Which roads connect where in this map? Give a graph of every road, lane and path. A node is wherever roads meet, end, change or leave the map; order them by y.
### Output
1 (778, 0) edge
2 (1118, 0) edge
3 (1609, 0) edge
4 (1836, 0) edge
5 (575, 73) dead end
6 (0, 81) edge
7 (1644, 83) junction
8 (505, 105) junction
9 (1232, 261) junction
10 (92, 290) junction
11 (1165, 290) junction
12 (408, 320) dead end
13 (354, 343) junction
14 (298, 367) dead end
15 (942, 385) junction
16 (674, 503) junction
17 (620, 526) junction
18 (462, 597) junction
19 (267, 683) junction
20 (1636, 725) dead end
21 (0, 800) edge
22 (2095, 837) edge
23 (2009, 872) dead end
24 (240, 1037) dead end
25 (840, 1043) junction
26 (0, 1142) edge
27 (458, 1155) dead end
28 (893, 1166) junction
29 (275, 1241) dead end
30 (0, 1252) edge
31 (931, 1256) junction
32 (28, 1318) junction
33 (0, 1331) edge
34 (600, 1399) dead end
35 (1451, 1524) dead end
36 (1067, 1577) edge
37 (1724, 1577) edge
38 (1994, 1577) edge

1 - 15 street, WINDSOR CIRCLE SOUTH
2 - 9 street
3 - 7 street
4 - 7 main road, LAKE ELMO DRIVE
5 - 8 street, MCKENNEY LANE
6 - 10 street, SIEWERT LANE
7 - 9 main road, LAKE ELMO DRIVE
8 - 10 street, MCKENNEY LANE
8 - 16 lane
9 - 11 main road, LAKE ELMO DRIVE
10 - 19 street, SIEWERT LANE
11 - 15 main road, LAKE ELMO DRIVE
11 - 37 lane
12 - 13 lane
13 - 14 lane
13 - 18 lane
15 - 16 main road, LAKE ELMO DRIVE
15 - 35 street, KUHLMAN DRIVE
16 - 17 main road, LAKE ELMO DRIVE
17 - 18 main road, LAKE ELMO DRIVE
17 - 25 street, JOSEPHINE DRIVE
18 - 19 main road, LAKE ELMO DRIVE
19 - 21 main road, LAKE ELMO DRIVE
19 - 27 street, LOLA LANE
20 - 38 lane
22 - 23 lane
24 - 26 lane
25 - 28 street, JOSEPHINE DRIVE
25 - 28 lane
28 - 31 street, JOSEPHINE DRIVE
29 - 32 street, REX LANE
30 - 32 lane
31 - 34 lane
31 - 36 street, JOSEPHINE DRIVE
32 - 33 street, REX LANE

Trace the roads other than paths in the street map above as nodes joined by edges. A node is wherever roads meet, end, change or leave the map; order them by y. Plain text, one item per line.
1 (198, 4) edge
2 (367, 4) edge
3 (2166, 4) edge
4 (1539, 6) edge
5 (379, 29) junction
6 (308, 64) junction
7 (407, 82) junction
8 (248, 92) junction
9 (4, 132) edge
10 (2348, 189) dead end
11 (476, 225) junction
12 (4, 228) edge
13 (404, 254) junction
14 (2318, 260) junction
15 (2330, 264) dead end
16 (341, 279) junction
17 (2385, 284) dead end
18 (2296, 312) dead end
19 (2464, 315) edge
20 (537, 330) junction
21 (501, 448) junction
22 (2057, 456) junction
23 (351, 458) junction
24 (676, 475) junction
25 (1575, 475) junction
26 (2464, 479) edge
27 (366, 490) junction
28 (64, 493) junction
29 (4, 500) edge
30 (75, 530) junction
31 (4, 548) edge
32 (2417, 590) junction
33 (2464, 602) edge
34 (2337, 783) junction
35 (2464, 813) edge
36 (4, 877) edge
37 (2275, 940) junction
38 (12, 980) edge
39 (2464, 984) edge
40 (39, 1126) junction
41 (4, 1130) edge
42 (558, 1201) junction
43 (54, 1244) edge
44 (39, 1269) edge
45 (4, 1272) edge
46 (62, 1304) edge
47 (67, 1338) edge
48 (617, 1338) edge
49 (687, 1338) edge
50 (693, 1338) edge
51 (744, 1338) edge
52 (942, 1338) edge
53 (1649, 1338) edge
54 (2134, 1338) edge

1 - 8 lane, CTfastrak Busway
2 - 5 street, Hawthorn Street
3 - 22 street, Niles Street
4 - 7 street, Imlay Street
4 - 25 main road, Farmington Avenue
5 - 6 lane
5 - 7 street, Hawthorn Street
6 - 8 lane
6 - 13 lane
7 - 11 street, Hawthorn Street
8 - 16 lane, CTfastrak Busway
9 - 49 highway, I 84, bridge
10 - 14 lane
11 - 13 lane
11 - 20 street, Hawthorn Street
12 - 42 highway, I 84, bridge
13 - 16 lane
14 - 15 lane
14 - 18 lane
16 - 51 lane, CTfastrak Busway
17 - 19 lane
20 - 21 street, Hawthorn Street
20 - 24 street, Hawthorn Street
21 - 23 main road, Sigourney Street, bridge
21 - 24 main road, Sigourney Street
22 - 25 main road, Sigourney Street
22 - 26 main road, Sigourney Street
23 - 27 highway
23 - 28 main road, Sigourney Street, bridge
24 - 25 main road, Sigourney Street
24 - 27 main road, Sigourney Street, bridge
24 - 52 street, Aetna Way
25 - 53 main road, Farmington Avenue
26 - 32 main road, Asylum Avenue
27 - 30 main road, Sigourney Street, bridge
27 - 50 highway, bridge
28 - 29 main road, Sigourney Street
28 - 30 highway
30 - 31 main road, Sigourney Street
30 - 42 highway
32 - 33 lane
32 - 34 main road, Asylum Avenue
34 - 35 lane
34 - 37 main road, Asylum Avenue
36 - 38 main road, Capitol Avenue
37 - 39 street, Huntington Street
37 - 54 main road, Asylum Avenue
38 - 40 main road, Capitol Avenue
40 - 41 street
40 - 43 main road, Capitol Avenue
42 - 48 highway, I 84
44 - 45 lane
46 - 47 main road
+-------+
### EXERCISE DETAILS
Identify each line in the records above containing the word "LAKE"; copy those lines.

### YOUR SOLUTION
4 - 7 main road, LAKE ELMO DRIVE
7 - 9 main road, LAKE ELMO DRIVE
9 - 11 main road, LAKE ELMO DRIVE
11 - 15 main road, LAKE ELMO DRIVE
15 - 16 main road, LAKE ELMO DRIVE
16 - 17 main road, LAKE ELMO DRIVE
17 - 18 main road, LAKE ELMO DRIVE
18 - 19 main road, LAKE ELMO DRIVE
19 - 21 main road, LAKE ELMO DRIVE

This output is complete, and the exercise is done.